I testimoni ricordano il tripudio che si scatenò in campo a seguito di quella memorabile vittoria, con atleti, dirigenti ed allenatori italiani che ricoprirono di abbracci il gigante veneto. Cosa rende così speciale un campione da meritare tanto affetto? Un campione speciale è colui che sa riconoscere il valore del secondo classificato, così come fece Consolini condividendo il suo successo con l’amico Tosi che per tutta la stagione l’aveva battuto. Può quasi sembrare una beffa ma, visto come viene ricordata la forte amicizia tra i due, penso che la gioia di entrambi sia stata davvero grande.

La magia delle Olimpiadi è forse questa? Una gara “perfetta” per entrare nella storia, perché rimane ad oggi la prima e unica medaglia d’oro italiana nel lancio del disco, impreziosita dall’ottimo argento che rende ancor più mitica la prestazione dei due “discoboli nostrani”.
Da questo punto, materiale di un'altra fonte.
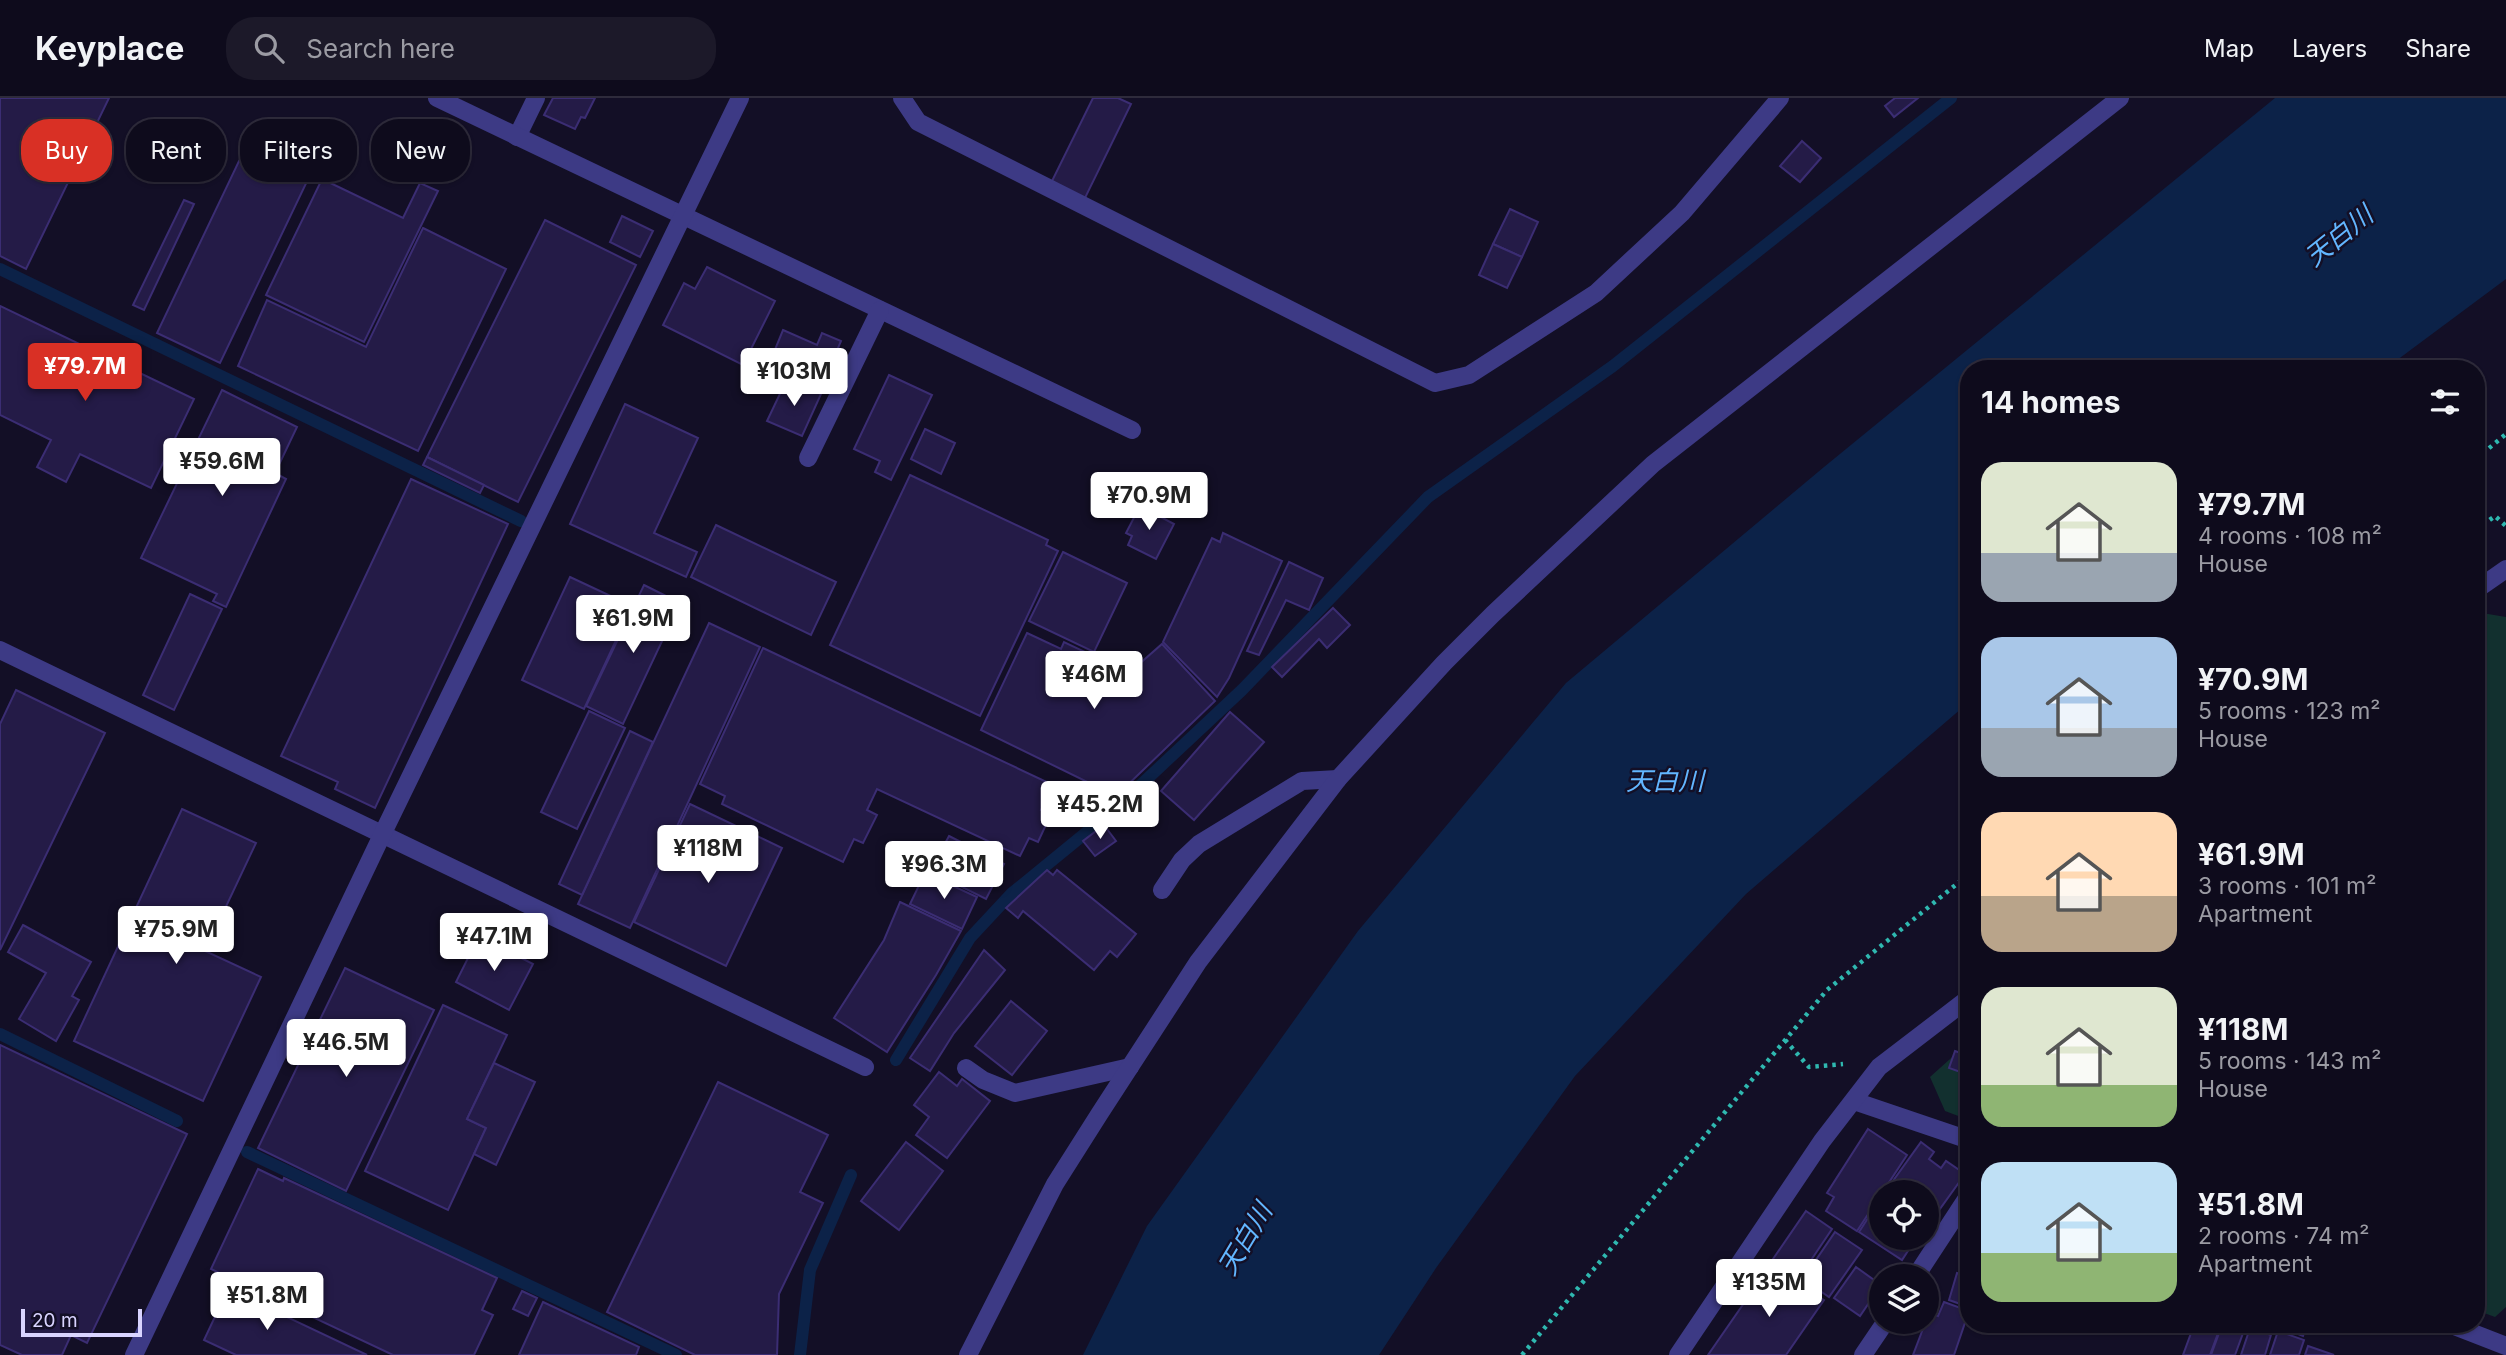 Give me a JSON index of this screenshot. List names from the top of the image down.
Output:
{
  "water": ["天白川"],
  "scale_bar": "20 m",
  "page": {
    "header": "Keyplace",
    "search": "Search here",
    "nav": ["Map", "Layers", "Share"],
    "chip": [
      "Buy",
      "Rent",
      "Filters",
      "New"
    ],
    "price": [
      "¥79.7M",
      "¥103M",
      "¥59.6M",
      "¥70.9M",
      "¥61.9M",
      "¥46M",
      "¥45.2M",
      "¥118M",
      "¥96.3M",
      "¥75.9M",
      "¥47.1M",
      "¥46.5M",
      "¥135M",
      "¥51.8M"
    ],
    "heading": "14 homes",
    "list": [
      {
        "name": "¥79.7M",
        "note": "4 rooms · 108 m² · House"
      },
      {
        "name": "¥70.9M",
        "note": "5 rooms · 123 m² · House"
      },
      {
        "name": "¥61.9M",
        "note": "3 rooms · 101 m² · Apartment"
      },
      {
        "name": "¥118M",
        "note": "5 rooms · 143 m² · House"
      },
      {
        "name": "¥51.8M",
        "note": "2 rooms · 74 m² · Apartment"
      }
    ],
    "scale": "20 m"
  }
} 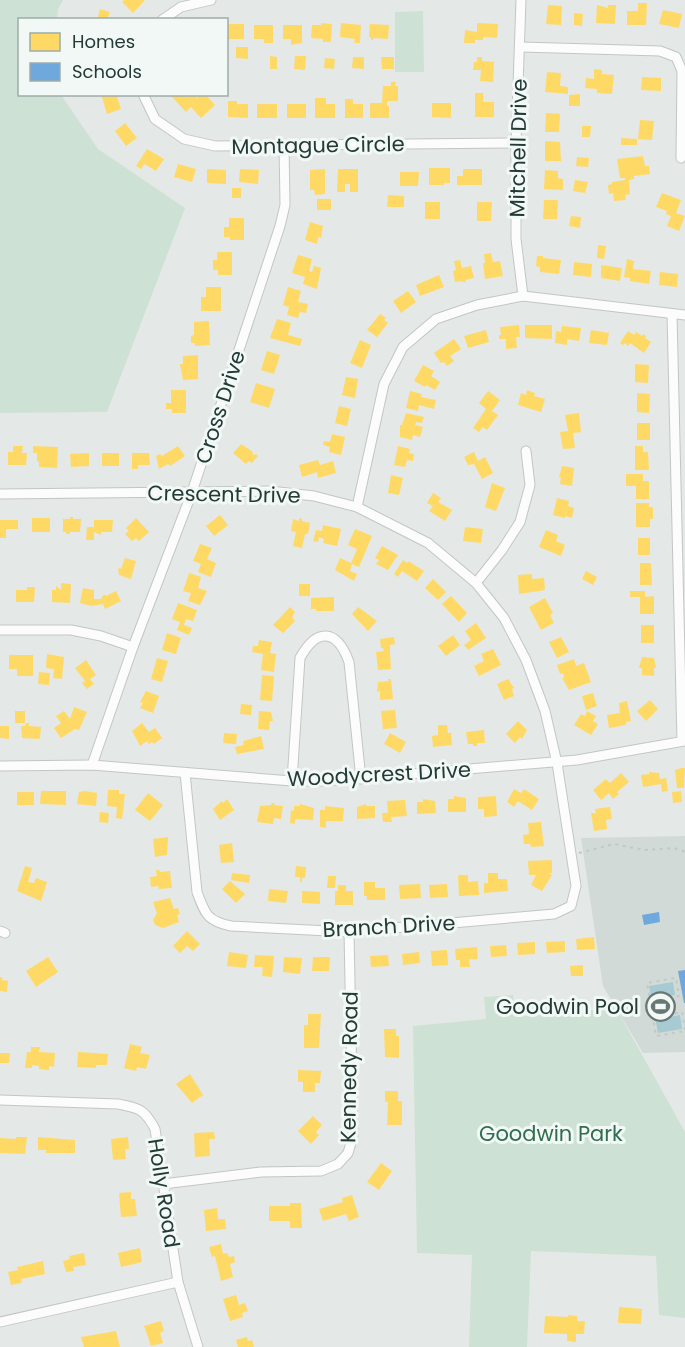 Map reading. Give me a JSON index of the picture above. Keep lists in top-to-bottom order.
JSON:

Ma la cronaca ancora ci riserva una sorpresa. Al momento della premiazione la leggenda narra che non fu suonato l’inno di Mameli, perché, come giustificato dagli organizzatori, non fu trovato il disco dell’Inno. Un dispetto dell’Albione? Oppure un simpatico scherzo dei nostri cugini d’oltralpe? Mi piace immaginare che il disco scomparso fosse quello lanciato da Consolini per vincere la medaglia, fu proprio il nostro campione a “lanciare” il famoso Disco d’Oro? Non lo sapremo mai. Quello che invece conosciamo è che tutto lo stadio, incitato dai nostri discoboli, iniziò a cantare all’unisono, sotto l’incessante pioggia, O Sole Mio.